When I was but a wee younglin’ — the most robotic thing we had to “teach” us was the handheld “Speak & Spell” from Texas Instruments — which was merely a more glorified version of the “See N Say.”

Today, I’m reading about “Robots in the Classroom” that are infinitely patient, coded to be inhumanly pleasant, and who have the ability to “interact” with you by learning your behavior patterns and adapting to your mood to better help you cope with understanding:

In a handful of laboratories around the world, computer scientists are developing robots like this one: highly programmed machines that can engage people and teach them simple skills, including household tasks, vocabulary or, as in the case of the boy, playing, elementary imitation and taking turns.
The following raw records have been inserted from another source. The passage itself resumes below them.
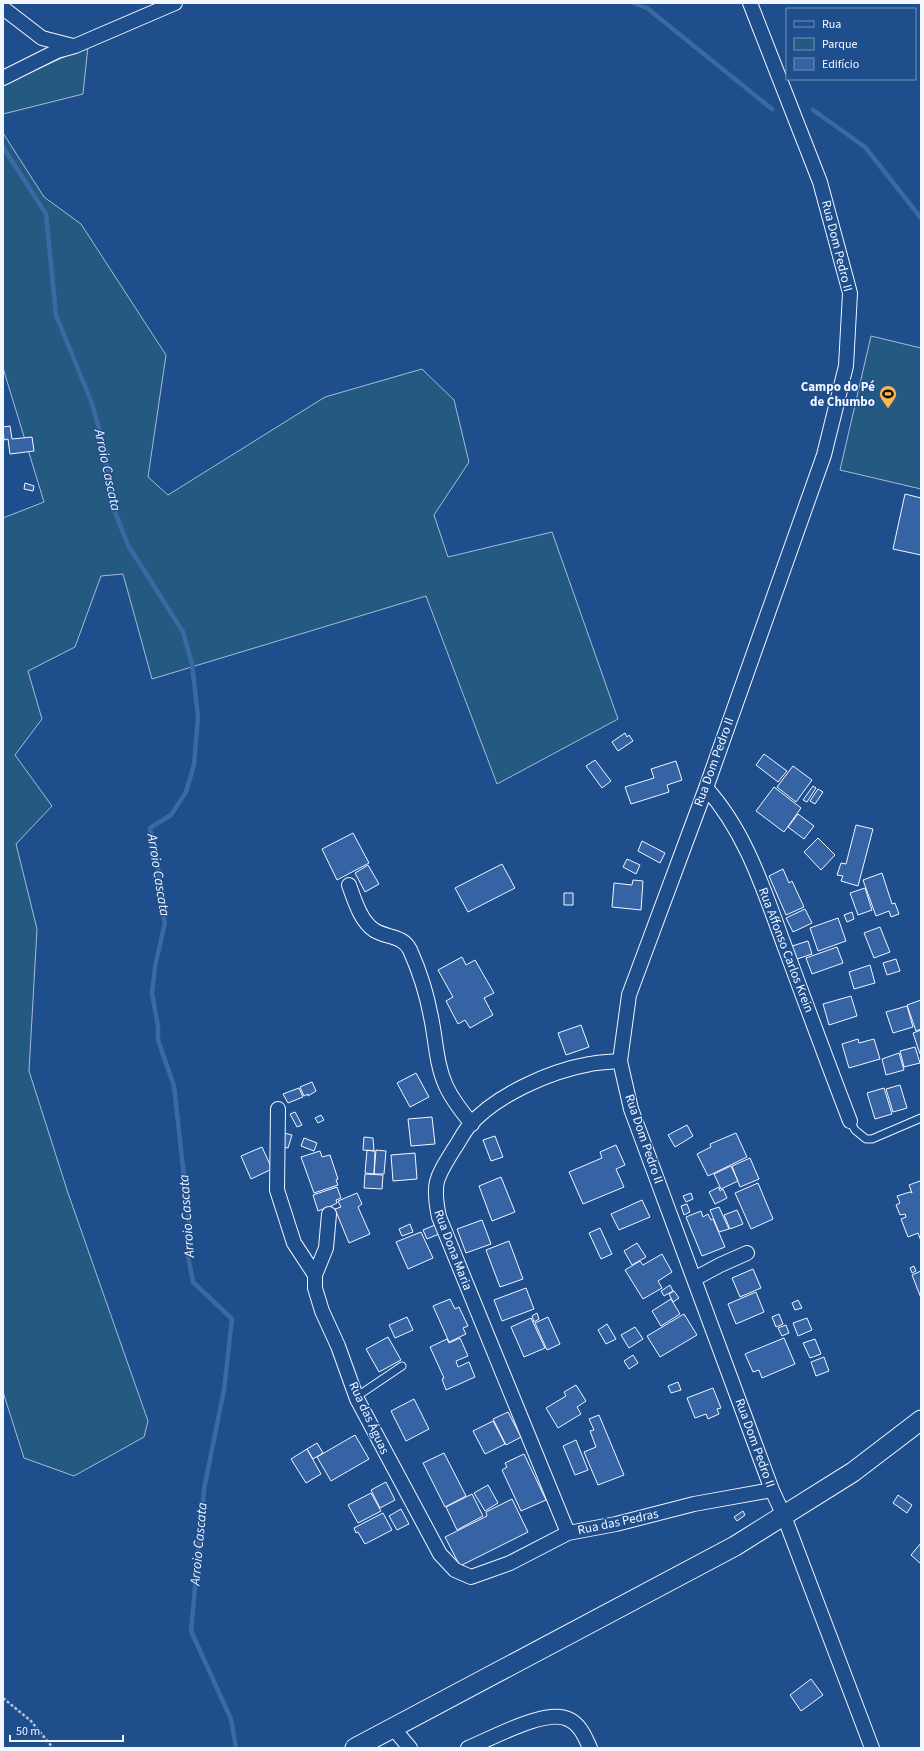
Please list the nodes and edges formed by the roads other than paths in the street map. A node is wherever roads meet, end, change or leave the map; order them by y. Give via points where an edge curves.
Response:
1 (175, 3) edge
2 (750, 3) edge
3 (3, 8) edge
4 (75, 46) junction
5 (3, 78) edge
6 (706, 788) junction
7 (349, 885) dead end
8 (620, 1061) junction
9 (278, 1109) dead end
10 (921, 1118) edge
11 (850, 1121) joint
12 (472, 1124) junction
13 (329, 1214) dead end
14 (747, 1253) dead end
15 (315, 1275) junction
16 (694, 1279) junction
17 (402, 1366) dead end
18 (356, 1397) junction
19 (921, 1420) edge
20 (772, 1490) junction
21 (784, 1516) junction
22 (568, 1533) junction
23 (471, 1577) joint
24 (392, 1728) junction
25 (355, 1748) edge
26 (410, 1748) edge
27 (468, 1748) edge
28 (590, 1748) edge
29 (872, 1748) edge

1 - 4 street
2 - 6 street, Rua Dom Pedro II via 820,182 850,293 846,366 824,455
3 - 4 street via 42,38
4 - 5 street via 57,51
6 - 8 street, Rua Dom Pedro II via 629,995
6 - 11 street, Rua Affonso Carlos Krein via 732,823 756,872
7 - 12 street via 357,908 373,929 403,940 410,949 427,999 437,1056 446,1085 460,1110
8 - 12 street, Rua Dona Maria via 590,1064 551,1076 497,1101
8 - 16 street, Rua Dom Pedro II via 631,1109
9 - 15 street via 277,1190 294,1243
10 - 11 lane via 872,1139 866,1139 855,1130
12 - 22 street, Rua Dona Maria via 443,1166 437,1179 434,1196 439,1217
13 - 15 street, Rua das Águas via 326,1248
14 - 16 street
15 - 18 street, Rua das Águas via 315,1288 322,1311 338,1346
16 - 20 street, Rua Dom Pedro II
17 - 18 lane
18 - 23 street, Rua das Águas via 440,1554 455,1570
19 - 21 main road via 853,1472
20 - 21 street, Rua Dom Pedro II
20 - 22 street, Rua das Pedras via 694,1504
21 - 24 main road via 735,1546
21 - 29 street, Rua Dom Pedro II
22 - 23 street, Rua das Pedras via 510,1563
24 - 25 main road
24 - 26 street
27 - 28 street via 530,1721 554,1717 567,1718 576,1725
So far, the teaching has been very basic, delivered mostly in experimental settings, and the robots are still works in progress, a hackers’ gallery of moving parts that, like mechanical savants, each do some things well at the expense of others.

Yet the most advanced models are fully autonomous, guided by artificial intelligence software like motion tracking and speech recognition, which can make them just engaging enough to rival humans at some teaching tasks.

Researchers say the pace of innovation is such that these machines should begin to learn as they teach, becoming the sort of infinitely patient, highly informed instructors that would be effective in subjects like foreign language or in repetitive therapies used to treat developmental problems like autism.

Aristotle taught us we learn by imitation — and we also know we learn by watching — so where do these non-human, emotionally inert, robotic devices leave us as mentoring teachers and classroom caretakers?

Do they create cold disrepair in the dark?  Or do non-sentient metal and plastic beings hardily drag us into the light of a new day?

If our humanity is the only thing that will ever separate us from the robots among us — and who are already watching us and reporting us — and teaching us how to be calculating and perfect just like them, how do we expect them to treat us?  Do we ever want to create synthetic sympathy and enterically wired empathy and have it slathered against us?

How much of our teaching and learning do we ever want to give up to technology?  We already let the television coddle and coo our toddlers.  We already let the Google search box replace the discipline of evaluative inquiry in the high school classroom.  We already let TurnItIn.com do the hard work of policing college research papers.

If we are so willing to let the robots teach us and to take over the role of — Technology As Educator —  then what is left for the rest of us except to become slaves to a science founded fifty year ago that is now, finally, ready to represent and replace us?